Oracle released JDK 14, its reference implementation of the Java 14 specification.
Java 14 shows up six months after Java 13, reflecting the accelerated release cadence adopted to move the code away from multi-year development cycles and to match the pace of other modern software projects.
Georges Saab, VP of development for Oracle’s Java platform, cited the release as validation of the shift to the six-month release cadence adopted back with Java 9.
“Not only does JDK 14 have a number of enhancements that will improve developer productivity, but we’re also seeing the first major content to come from projects like Project Panama, with a Foreign-Memory Access API enhancement (JEP 370), and continuing improvements from Project Amber, with Pattern Matching (JEP 305) and Records (JEP 359),” said Saab in a blog post.
Project Panama is an OpenJDK project to make the Java Virtual Machine (JVM) accessible via non-Java APIs, so developers can make native C/C++ calls, for example, from the JVM. The OpenJDK is an open source Java SE implementation upon which the Oracle JDK is based.

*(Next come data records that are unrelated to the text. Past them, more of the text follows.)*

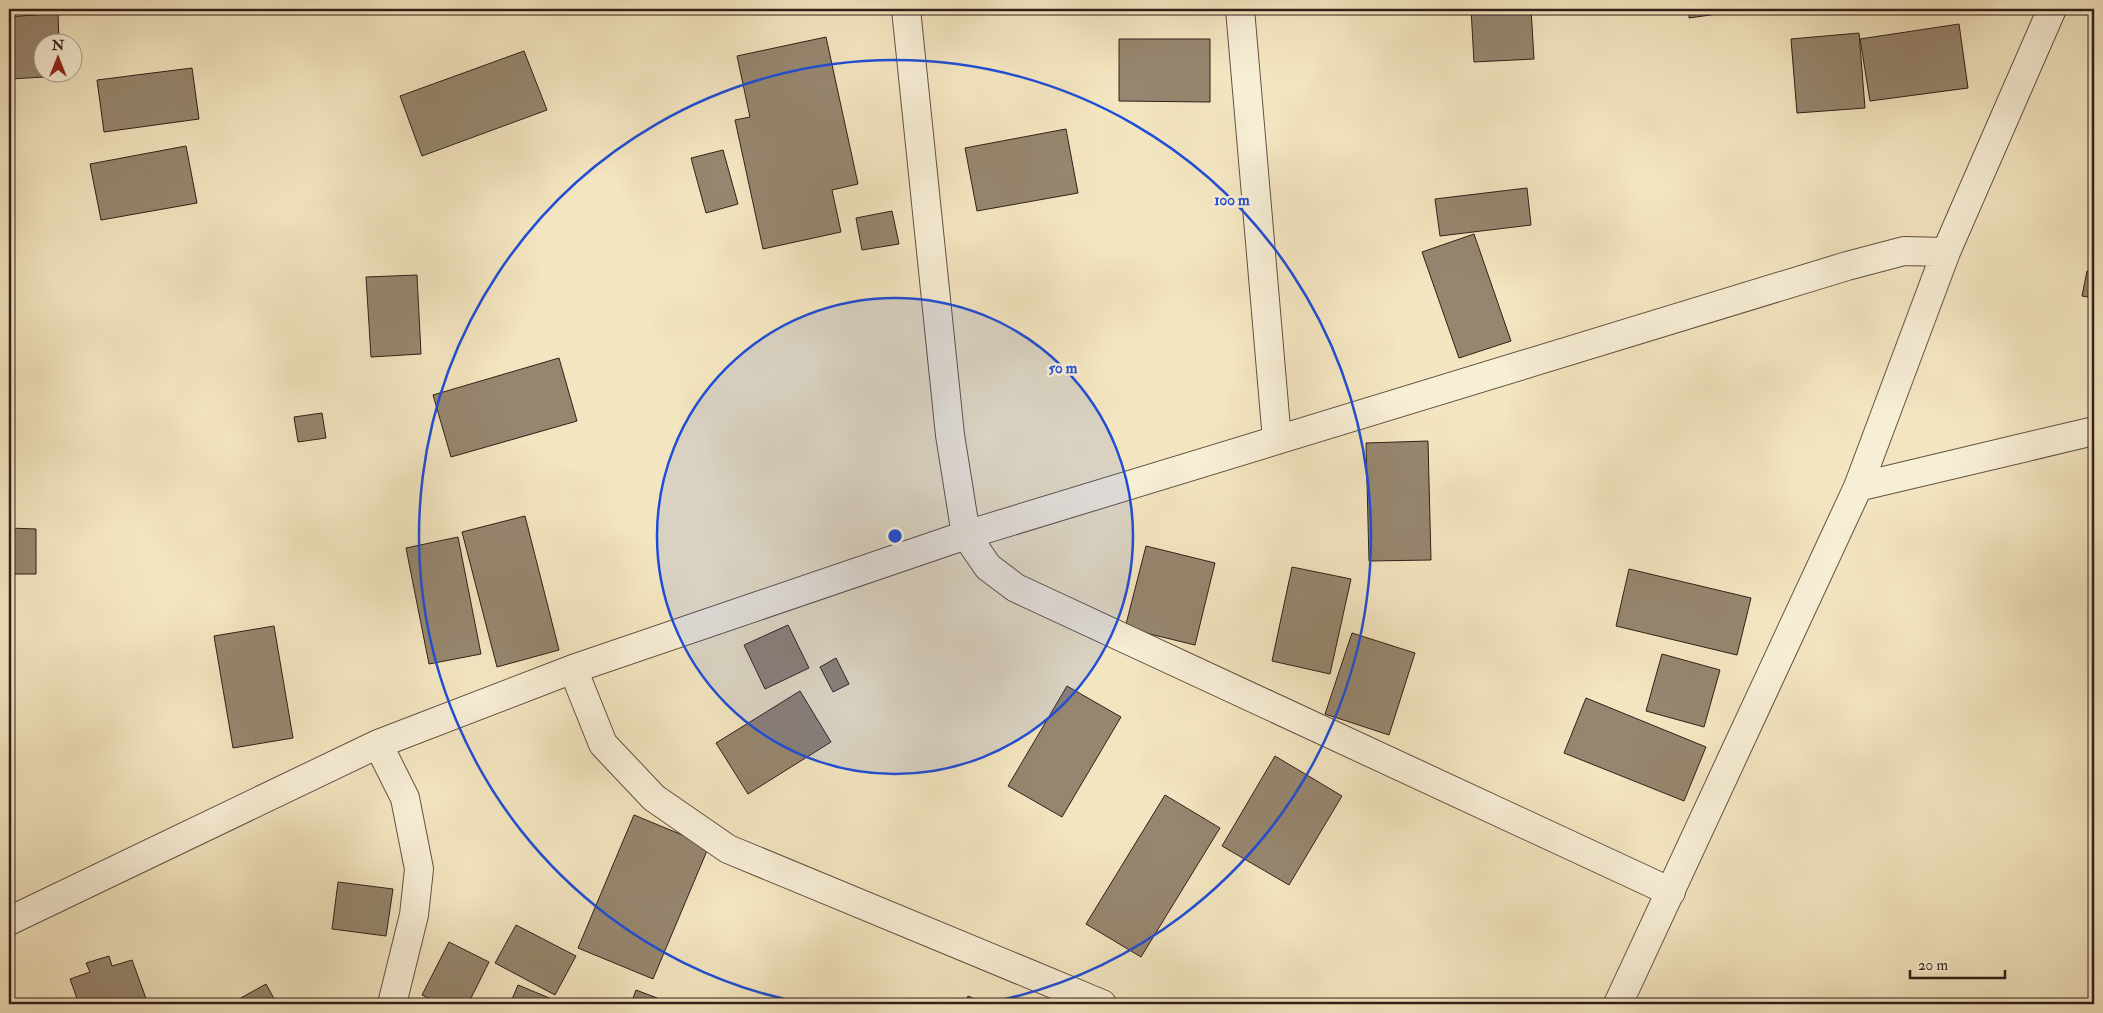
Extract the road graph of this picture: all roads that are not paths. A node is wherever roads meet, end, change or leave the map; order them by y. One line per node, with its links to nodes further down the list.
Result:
1 (906, 9): 8 (street)
2 (1240, 9): 6 (street)
3 (2052, 9): 4 (street)
4 (1946, 252): 6 (street); 7 (street)
5 (2094, 431): 7 (street)
6 (1277, 440): 8 (street)
7 (1858, 487): 11 (street)
8 (966, 536): 9 (street); 11 (street)
9 (572, 669): 10 (street); 14 (street)
10 (378, 744): 12 (street); 13 (street)
11 (1671, 892): 15 (street)
12 (9, 921)
13 (392, 1004)
14 (1102, 1004)
15 (1618, 1004)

The Oracle JDK also includes closed-source components.
Java 14 includes 16 new features, detailed in the release notes:
- 305: Pattern Matching for instanceof (Preview)
- 343: Packaging Tool (Incubator)
- 345: NUMA-Aware Memory Allocation for G1
- 349: JFR Event Streaming
- 352: Non-Volatile Mapped Byte Buffers
- 358: Helpful NullPointerExceptions
- 359: Records (Preview)
- 361: Switch Expressions (Standard)
- 362: Deprecate the Solaris and SPARC Ports
- 363: Remove the Concurrent Mark Sweep (CMS) Garbage Collector
- 364: ZGC on macOS
- 365: ZGC on Windows
- 366: Deprecate the ParallelScavenge + SerialOld GC Combination
- 367: Remove the Pack200 Tools and API
- 368: Text Blocks (Second Preview)
- 370: Foreign-Memory Access API (Incubator)
There are also a number of features that have been removed because they’re no longer supported or obsolete, like the netscape.javascript.JSObject::getWindow method.
In a blog post, Mala Gupta, developer advocate at JetBrains, maker of the IntelliJ IDE for Java, delves into the utility of Records, a new type declaration designed to make data modeling easier.